This was me on my first day of teaching High School. Spare the jokes please. I know I look like I should be a high school student myself.

I look at this picture and want to smack that naive grin off my excited little face.

Full Disclosure: Two months ago, I almost quit my job. The first month was such exquisite hell–students testing me at every turn, students forcing me to make a thousand decisions a minute, students requiring constant nagging, and heavens–oh heavens!–the whining. Students Students Students!

I would yank myself home feeling like I was pulling myself out of a pit where I had just battled the Balrog. My students seemed to morph together into one giant monster of hellfire–and sometimes I felt like the loser of the battle. I would go home, filleted and charred, and all I could do was cuddle Jeremy and hold Hufflepuff and then stare catatonic at the Parks and Recreation while waiting for relief.

…And then the next day would start.

I hated it. I truly hated it. 

And then I learned names. And I saw smidgeons of backstories. And I saw impressive strengths and crippling vulnerabilities. My students became a little less faceless, a little less composite, a little more individual.

And I learned too.

“No Steven*, you may not use the bathroom. Why? Because it’s the eleventh time this week, and your pocket just lit up, so I assume you just want to send a text.”

“Yes Breanne*, I am so sorry to hear about your sister’s miscarriage. Take an extension, turn it in on Monday.”

“Katie* this is not your best work. You and I both know you can do better.”

“Fantastic work, Rogelio.* What progress you’ve made.”

I used to think that a good teacher could get each and every student up in their seats, riveted, learning, scoring well on their tests, and laughing along the way. I used to turn up my nose when teachers moaned about their students not turning in homework assignments. I would be a good teacher. My students would turn things in. My students will LOVE English.
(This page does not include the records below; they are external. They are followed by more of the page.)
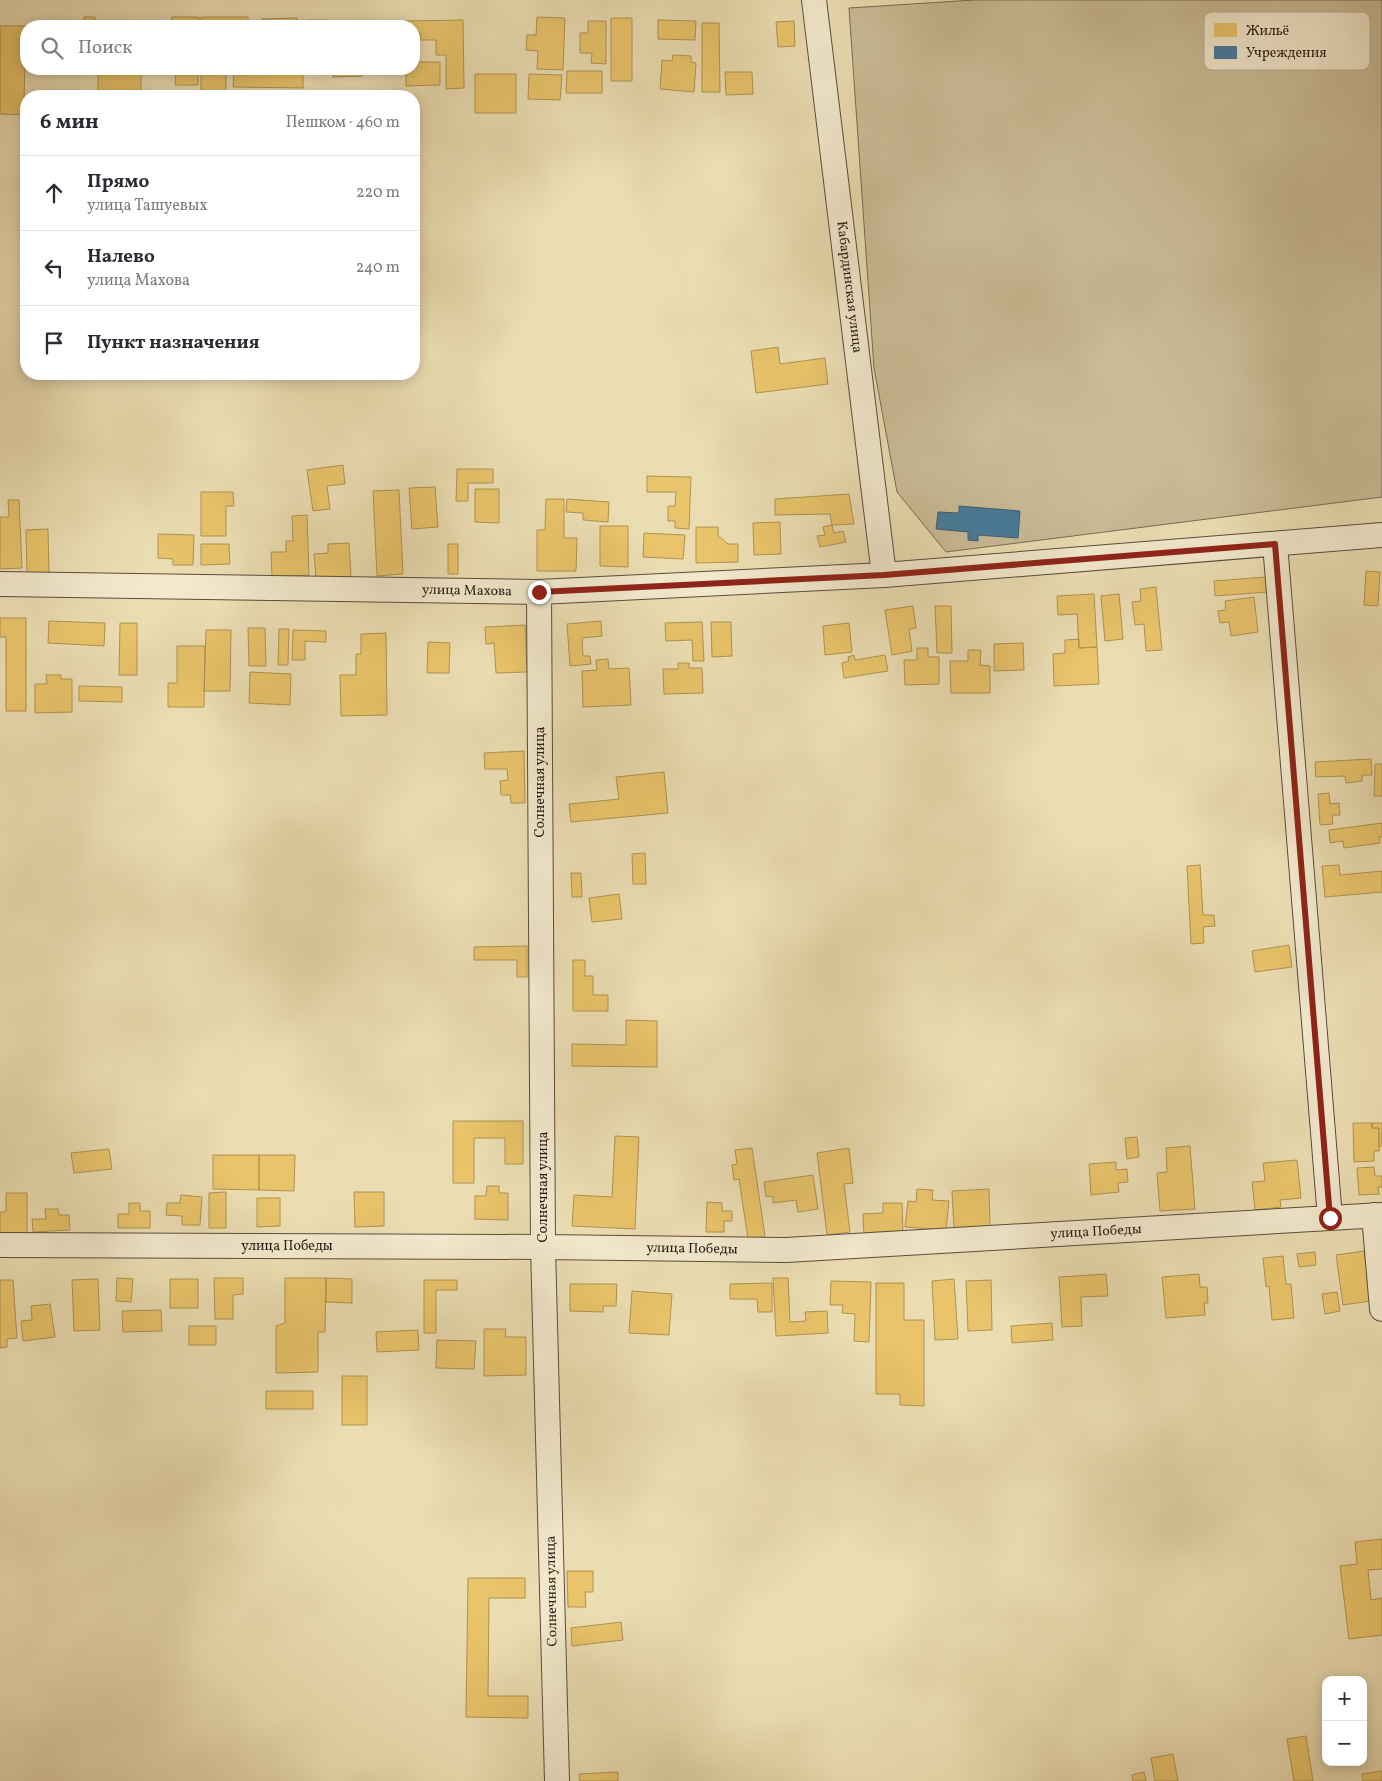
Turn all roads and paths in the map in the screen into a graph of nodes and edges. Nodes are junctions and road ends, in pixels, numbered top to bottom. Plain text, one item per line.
1 (814, 0) edge
2 (1382, 536) edge
3 (1275, 544) junction
4 (884, 575) junction
5 (0, 584) edge
6 (539, 592) junction
7 (1378, 1215) edge
8 (1330, 1218) junction
9 (0, 1245) edge
10 (543, 1247) junction
11 (1382, 1309) edge
12 (557, 1781) edge

1 - 4 street, Кабардинская улица
2 - 3 street, улица Махова
3 - 4 street, улица Махова
3 - 8 street
4 - 6 street, улица Махова
5 - 6 street, улица Махова
6 - 10 street, Солнечная улица
7 - 8 street, улица Победы
7 - 11 street
8 - 10 street, улица Победы
9 - 10 street, улица Победы
10 - 12 street, Солнечная улица

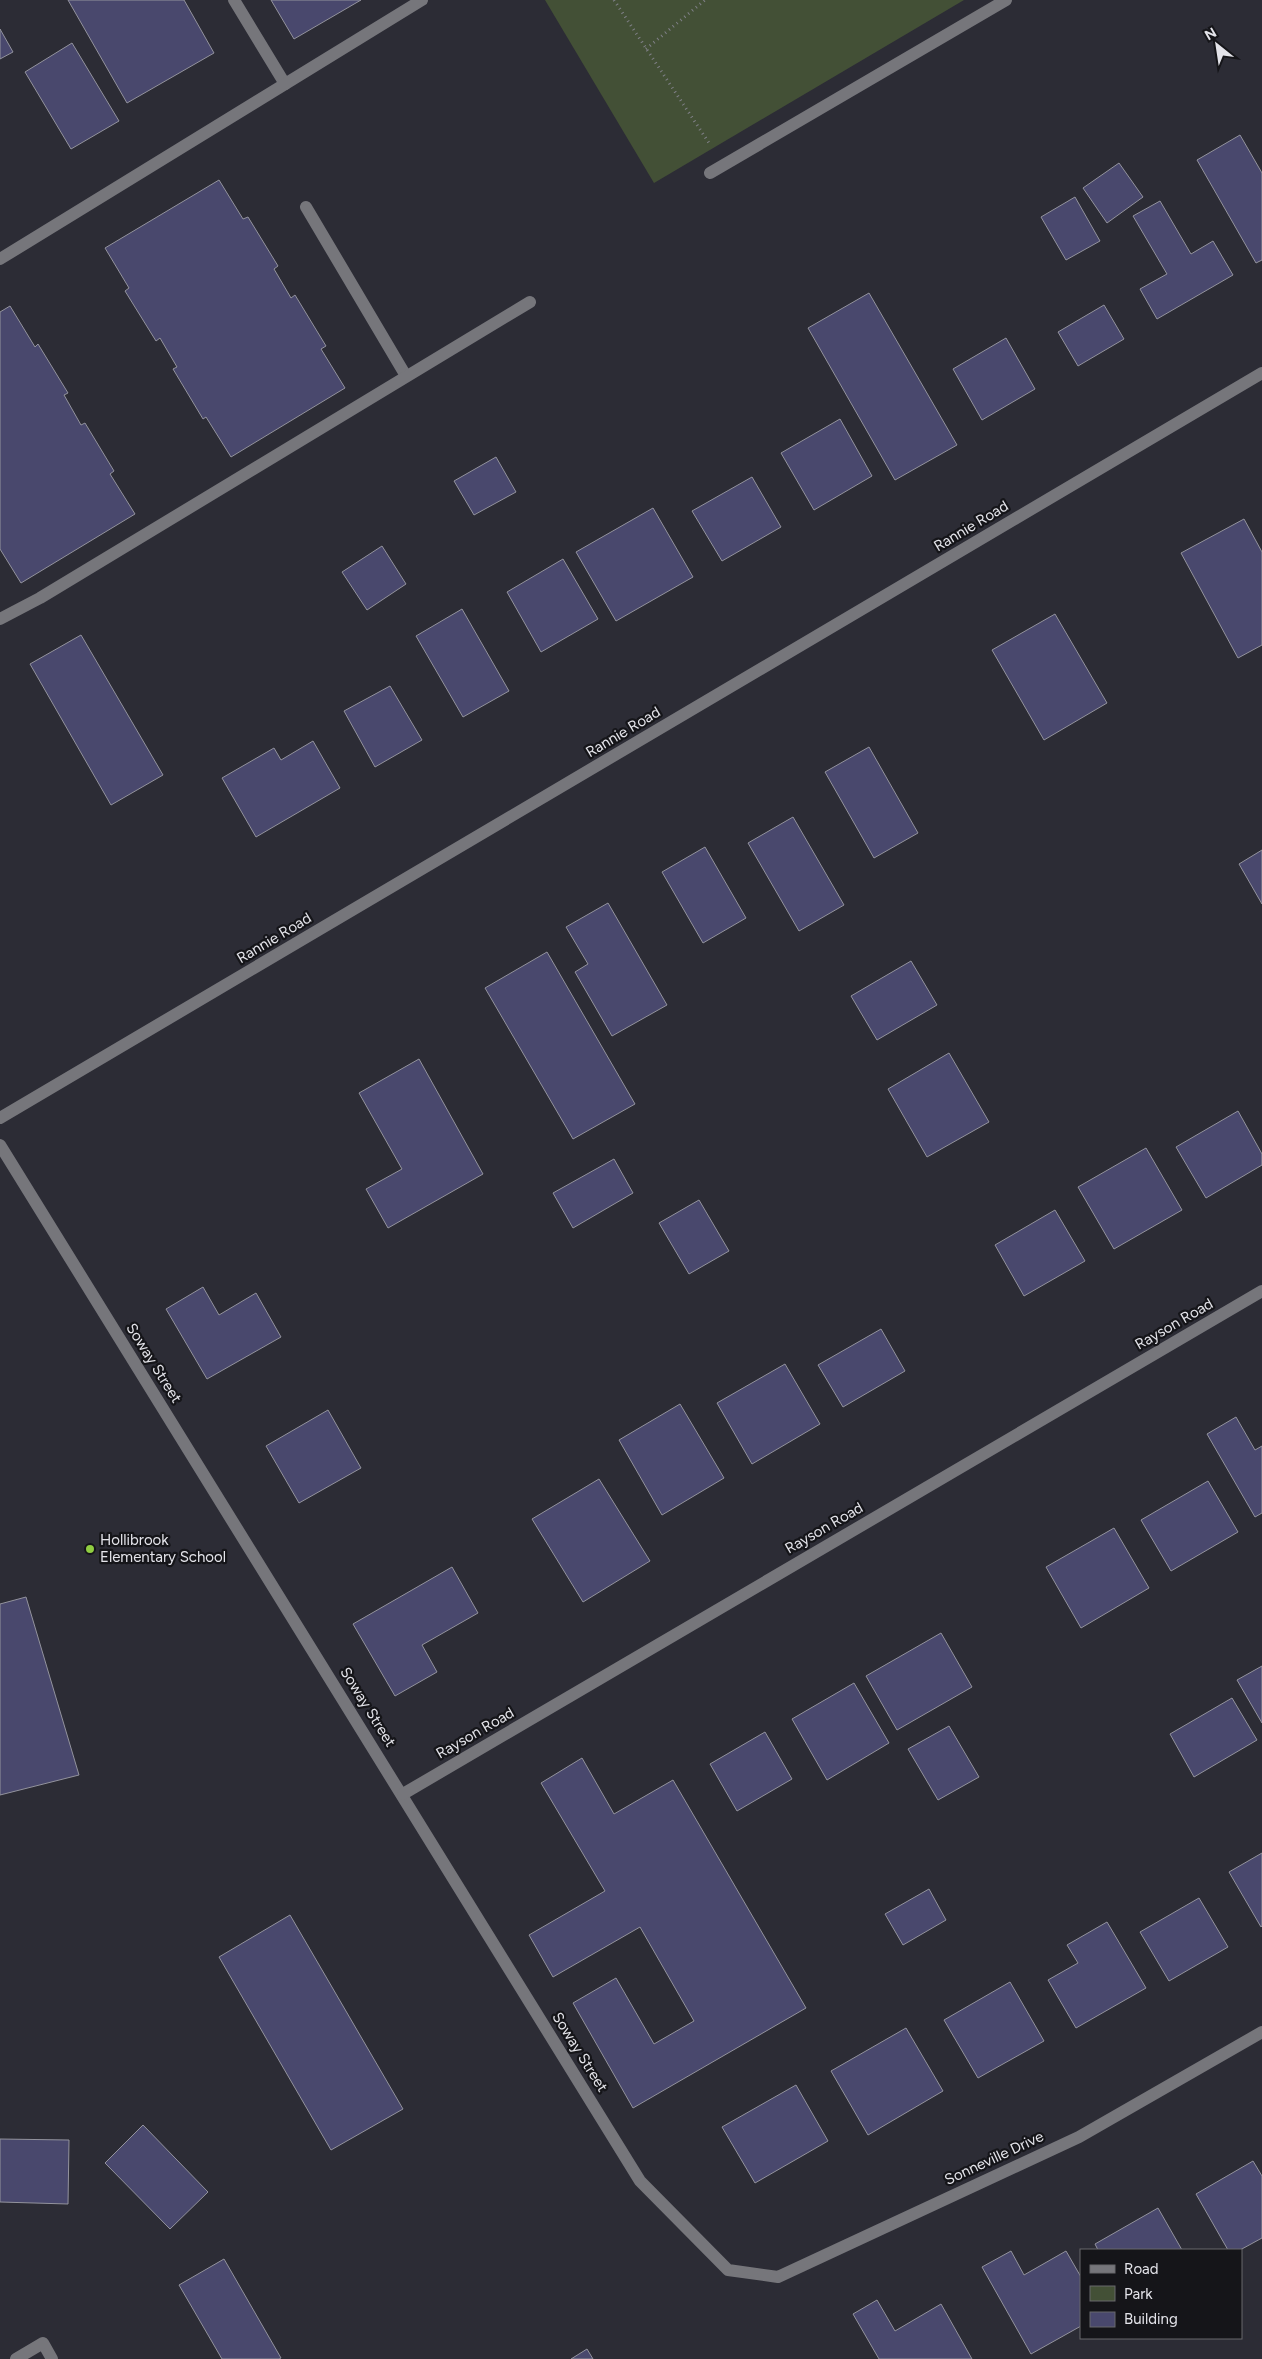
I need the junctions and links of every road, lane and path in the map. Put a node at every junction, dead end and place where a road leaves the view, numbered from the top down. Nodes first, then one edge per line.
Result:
1 (234, 0) edge
2 (422, 0) edge
3 (614, 0) edge
4 (705, 0) edge
5 (1006, 0) edge
6 (646, 49) junction
7 (285, 84) junction
8 (724, 165) junction
9 (710, 173) dead end
10 (306, 207) dead end
11 (0, 259) edge
12 (530, 302) dead end
13 (1262, 373) edge
14 (406, 376) junction
15 (0, 619) edge
16 (0, 1118) edge
17 (0, 1145) edge
18 (1262, 1291) edge
19 (403, 1794) junction
20 (1262, 2032) edge
21 (728, 2270) joint
22 (16, 2359) edge
23 (52, 2359) edge

1 - 7 street
2 - 7 street
3 - 6 path
4 - 6 path
5 - 8 street
6 - 8 path
7 - 11 street
8 - 9 street
10 - 14 street
12 - 14 street
13 - 16 street, Rannie Road
14 - 15 street
17 - 19 street, Soway Street
18 - 19 street, Rayson Road
19 - 21 street, Soway Street
20 - 21 street, Sonneville Drive
22 - 23 street

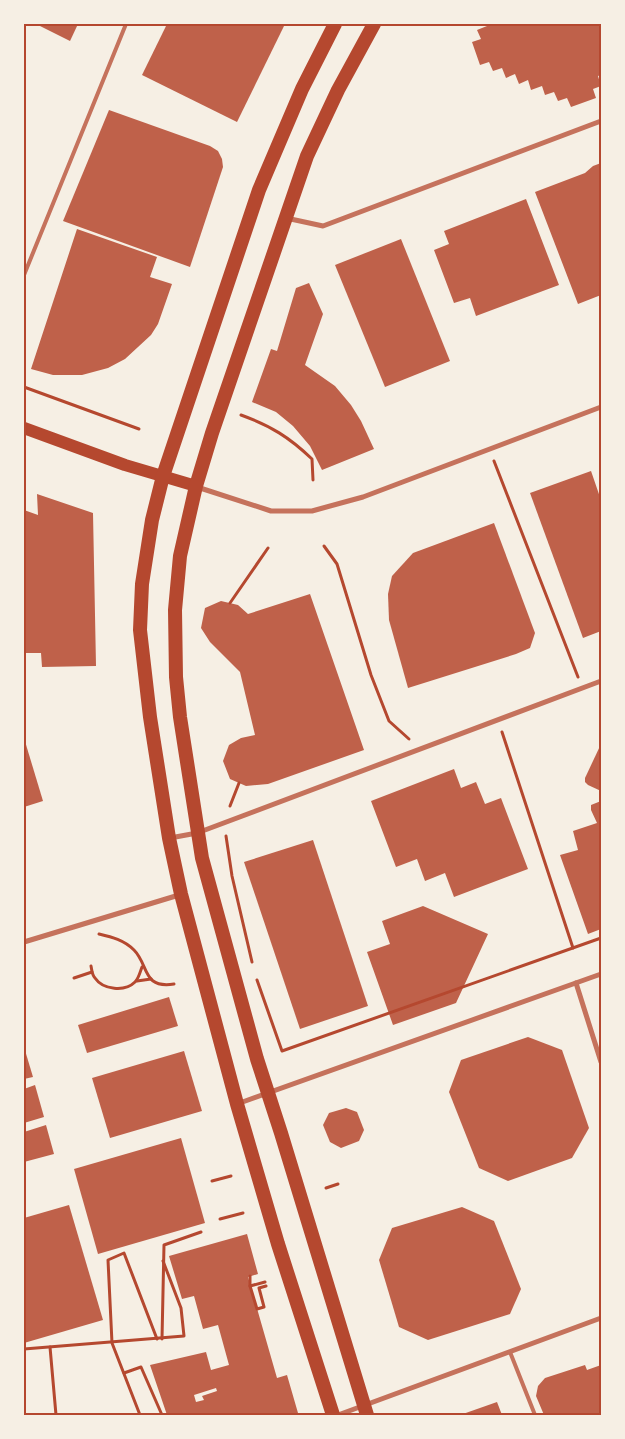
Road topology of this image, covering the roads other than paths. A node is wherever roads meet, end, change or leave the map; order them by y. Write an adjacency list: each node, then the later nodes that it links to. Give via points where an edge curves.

When these things didn’t immediately pan out the way I hoped, I internalized appropriately, mathematically. 

Mrs. Penrod= Bad Teacher.
I’ve only been teaching for three months now, and this is what I know: I know nothing. But 3 months ago I knew negative nothing (which is probably a double negative, but you get the idea).
After battling the Balrog, I’m like… Penrod the Off-White. Not quite grey, not so green, but not pure- white and sage with wisdom just yet (Am I extending this Lord of the Rings analogy too far?).

Time for a transition: Harry Potter Time. I am pleased to announce that, just like Dumbledore, I have an army of students who will now back me up as I head into battle. A literal army. I suppose that should have been on my bucket list before now.

I am not sure what their function is besides to buoy up my self-esteem. My prayer is that they never have to head into actual battle on my behalf. But right now, the occasional love notes that they slip under my door are more than enough to remind me that I don’t want to quit my job.

 I don’t want to quit my job at all. I love my job. 

I want to be a teacher. Because even though I know very little, I know Daniel* and Bethanne* and Rochelle* and Kiley* and Tanna.* I know individuals now, and they make teaching worth it. They even make me feel like Robin Williams in The Dead Poet’s Society. And sometimes, they even make me feel as cool as Dumbledore. 

Students. Students. Students. 





  1. Nov 19, 2012

    This is great! I am so happy for your Sierra! I think you are fantastic too!

  2. Nov 20, 2012

    Love this post Sierra.

  3. Nov 20, 2012

    Call me sentimental and silly, but this totally made me tear up! (Secretly, I know you won't call me sentimental OR silly because I bet it made you tear up, too.)
    You're the best and I'm so glad your students are starting to recognize that.

  4. Nov 20, 2012
    Regan Gull

    "Penrod's Army" has a nice ring to it.

  5. Nov 20, 2012

    Love it! That there is success if ever I did see it. Keep it up–taking the effort to know kids individually and treat them as such will take you worlds farther than any other effort. It opens them up to be able to love what you've got to say. You're doing things right!

  6. Nov 20, 2012

    Did you ask? Can I be in Penrod's army?

  7. Nov 21, 2012
    Tayler Morrell

    I know exactly how you feel. It was the same feeling I had numerous times these past 3 months. I would come home and end up crying in my husband's arms many days. But, as much as I had to same mentality, I truly love my job. I love my coworkers and I love seeing the brilliance of my students. I feel the hardest part (because I teach junior high) is talking and then those who you try so hard help because you want them so so badly succeed and either they won't or they barely miss the mark.

  8. Nov 25, 2012

    Aw, I'm so sorry that things were so hard at first! But look at you, you made it out the other side and goodness gracious! You've got an army behind you! 🙂 Congratulations.

  9. Nov 29, 2012
    Kels H. M.

    Wooo! I'm so proud of you!

  10. Dec 06, 2012

    It is so awesome that you are teaching students instead of classes! I'm sure you're great! Can I be part of the army reserves?